Steve if you are carrying reflective plates you are admitting that you know you are breaking the law, wouldn't you be better saying you bought the car with B/W plates and plead ignorance?
I get a regular publication called 'FBHVC news' and I noted a few months ago that in a report of a meeting of the FBHVC with the DVLA it was stated that the B/W number plate dates were now linked to the 'Historic' taxation dates.
I questioned this because it didn't seem right as the reflective plates were introduced as a safety feature - I can remember it. I got this response:
Hi Rob,
Thank you for your email to our Secretary which has been passed to me
You are not alone in expressing surprise or doubt regarding the statement from DVLA that black and white/silver number plates are now permitted on vehicles first registered before January 1975. We have checked this out and it is correct although, as you say, it has received no publicity.
There will be a fuller explanation in the next FBHVC Newsletter and I quote in part from it here -
“The previous Regulations on the display of registration marks had only ever permitted vehicles manufactured before 1973 to use black and white number plates.
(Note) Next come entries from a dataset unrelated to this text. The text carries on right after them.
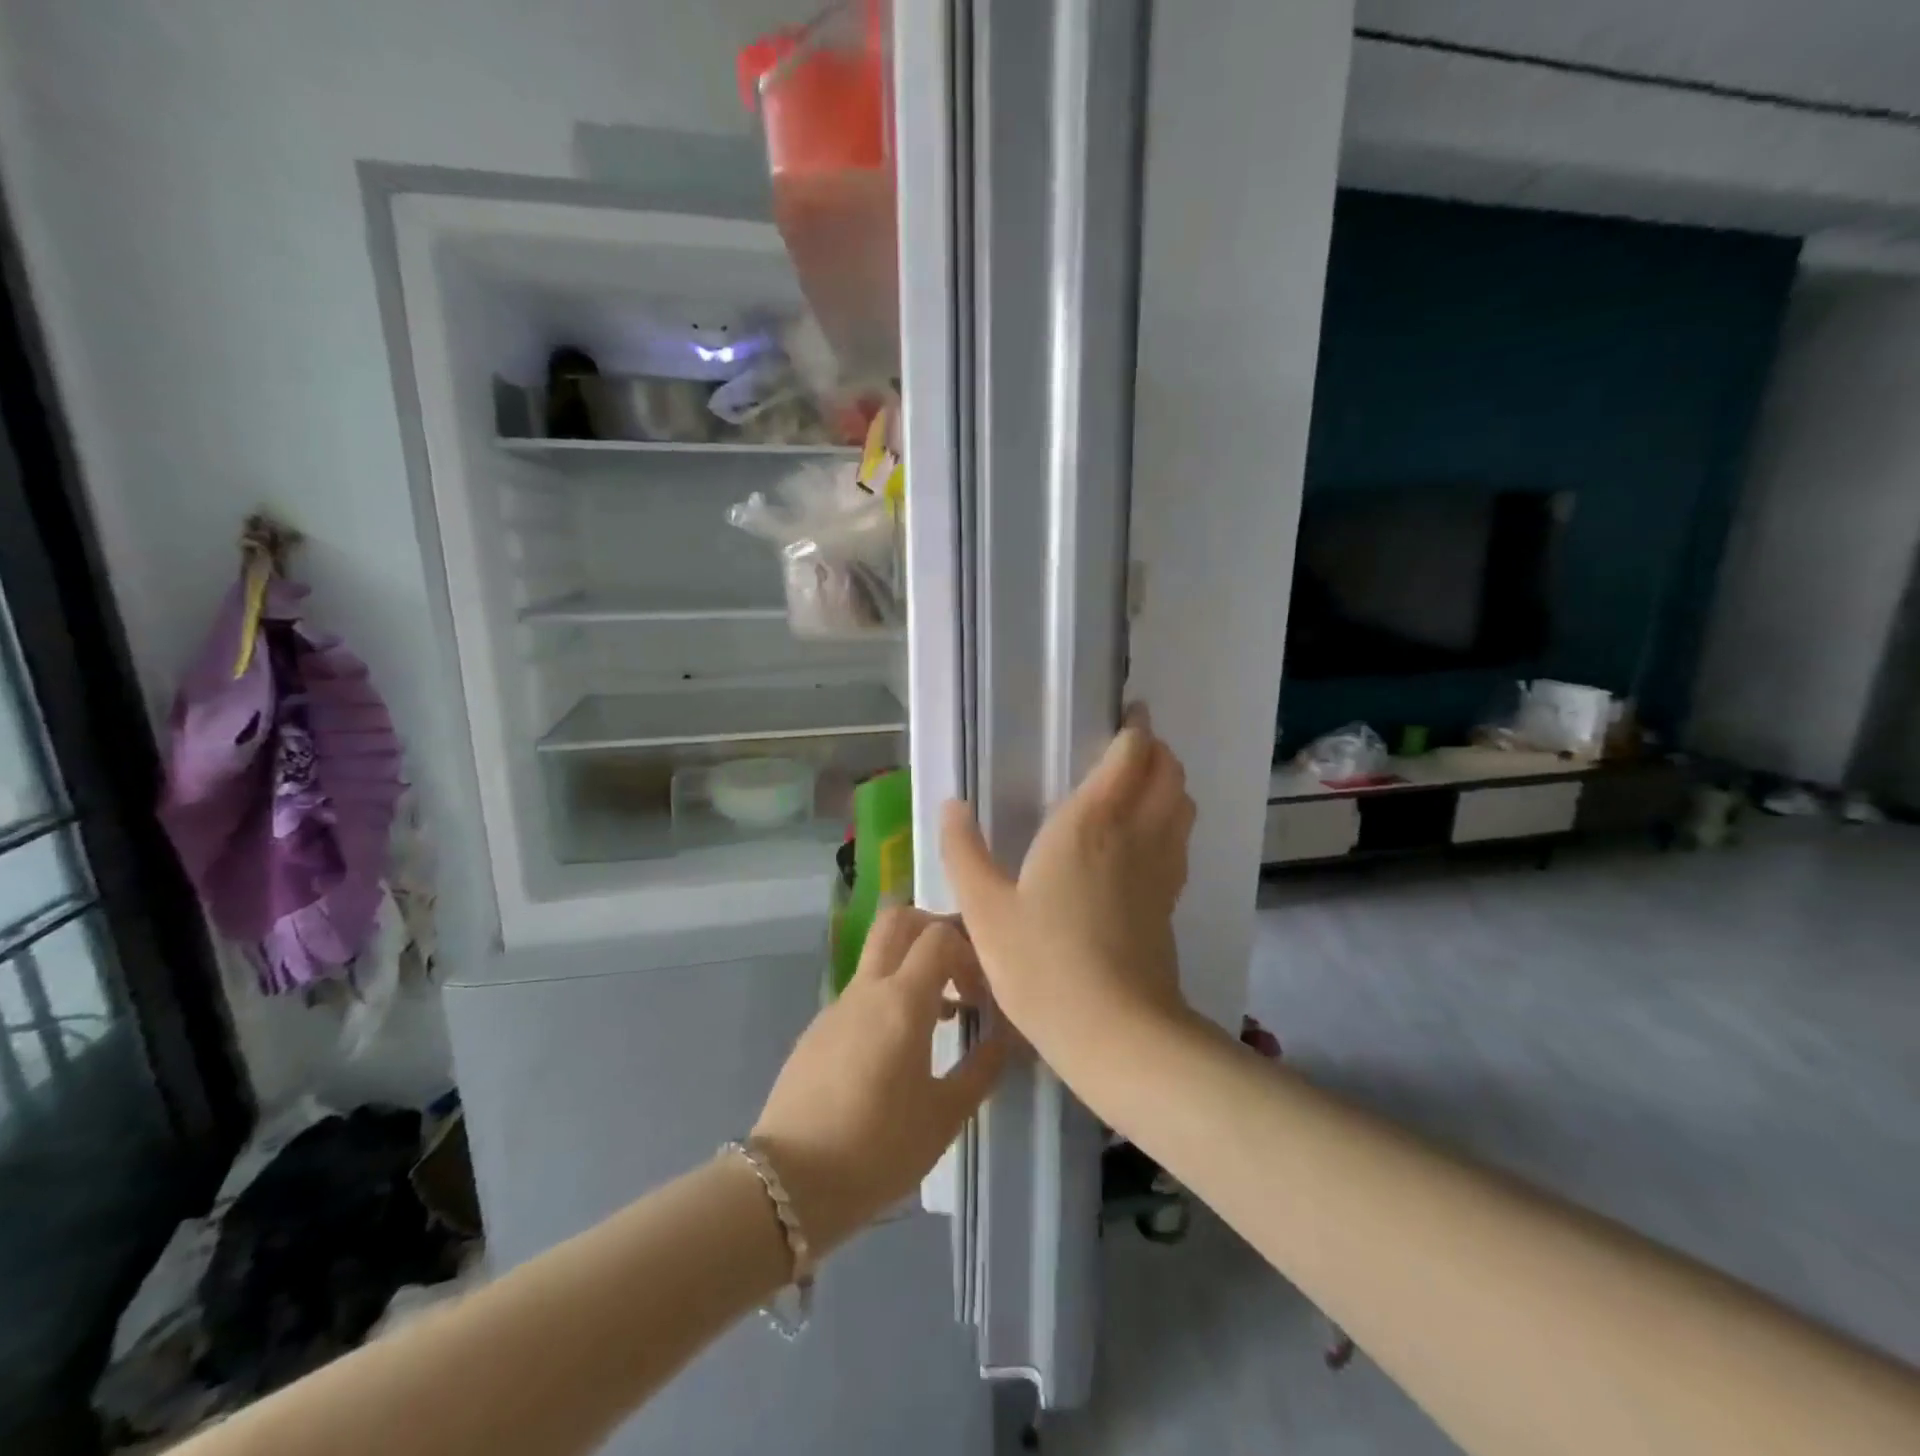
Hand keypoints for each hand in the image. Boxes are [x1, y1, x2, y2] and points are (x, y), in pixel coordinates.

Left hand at [752, 908, 1009, 1253]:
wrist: (789, 1183)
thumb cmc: (878, 1148)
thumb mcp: (945, 1115)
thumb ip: (983, 1068)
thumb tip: (1009, 1035)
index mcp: (902, 1000)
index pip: (939, 936)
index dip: (970, 948)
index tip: (985, 989)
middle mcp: (867, 989)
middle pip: (897, 920)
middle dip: (933, 927)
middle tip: (960, 966)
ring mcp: (837, 1006)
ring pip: (878, 957)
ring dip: (912, 967)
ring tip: (942, 1017)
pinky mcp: (818, 1030)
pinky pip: (861, 994)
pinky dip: (888, 998)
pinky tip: (898, 1052)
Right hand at [941, 708, 1196, 1062]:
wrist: (1114, 1031)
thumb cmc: (1041, 963)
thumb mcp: (985, 909)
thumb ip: (963, 852)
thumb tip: (950, 805)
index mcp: (1090, 823)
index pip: (1131, 755)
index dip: (1135, 729)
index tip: (1127, 714)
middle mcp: (1135, 833)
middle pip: (1167, 772)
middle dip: (1156, 750)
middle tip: (1130, 746)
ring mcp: (1161, 868)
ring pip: (1182, 805)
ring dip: (1169, 783)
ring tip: (1141, 784)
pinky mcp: (1170, 900)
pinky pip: (1180, 841)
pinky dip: (1171, 822)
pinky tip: (1145, 839)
However, the changes to the law in 2001 which introduced the new (and current) number plate format, directly linked the pre 1973 vehicles with those which were in the historic tax class (which had the same dates). This meant that when the changes to the historic tax class dates were announced in recent Budgets, this had the unintended consequence of amending the display Regulations to allow additional vehicles to display black and white plates.”
Regards,
Ian Edmunds
DVLA Liaison
FBHVC
I will post more on this later (today?) however I think there is a mis-understanding and that's why I haven't posted anything before. I think (just me not anyone else yet) that the 'exempt' vehicles mentioned in documentation are invalid carriages and not 'tax exempt' vehicles - but I need to do some more investigation.
As an aside to this, number plate manufacturers are 'in the dark' too however one manufacturer said that he would think fitting them on a 240Z was not a big problem anyway and doubted if anyone would question it.
Steve if you are carrying reflective plates you are admitting that you know you are breaking the law, wouldn't you be better saying you bought the car with B/W plates and plead ignorance?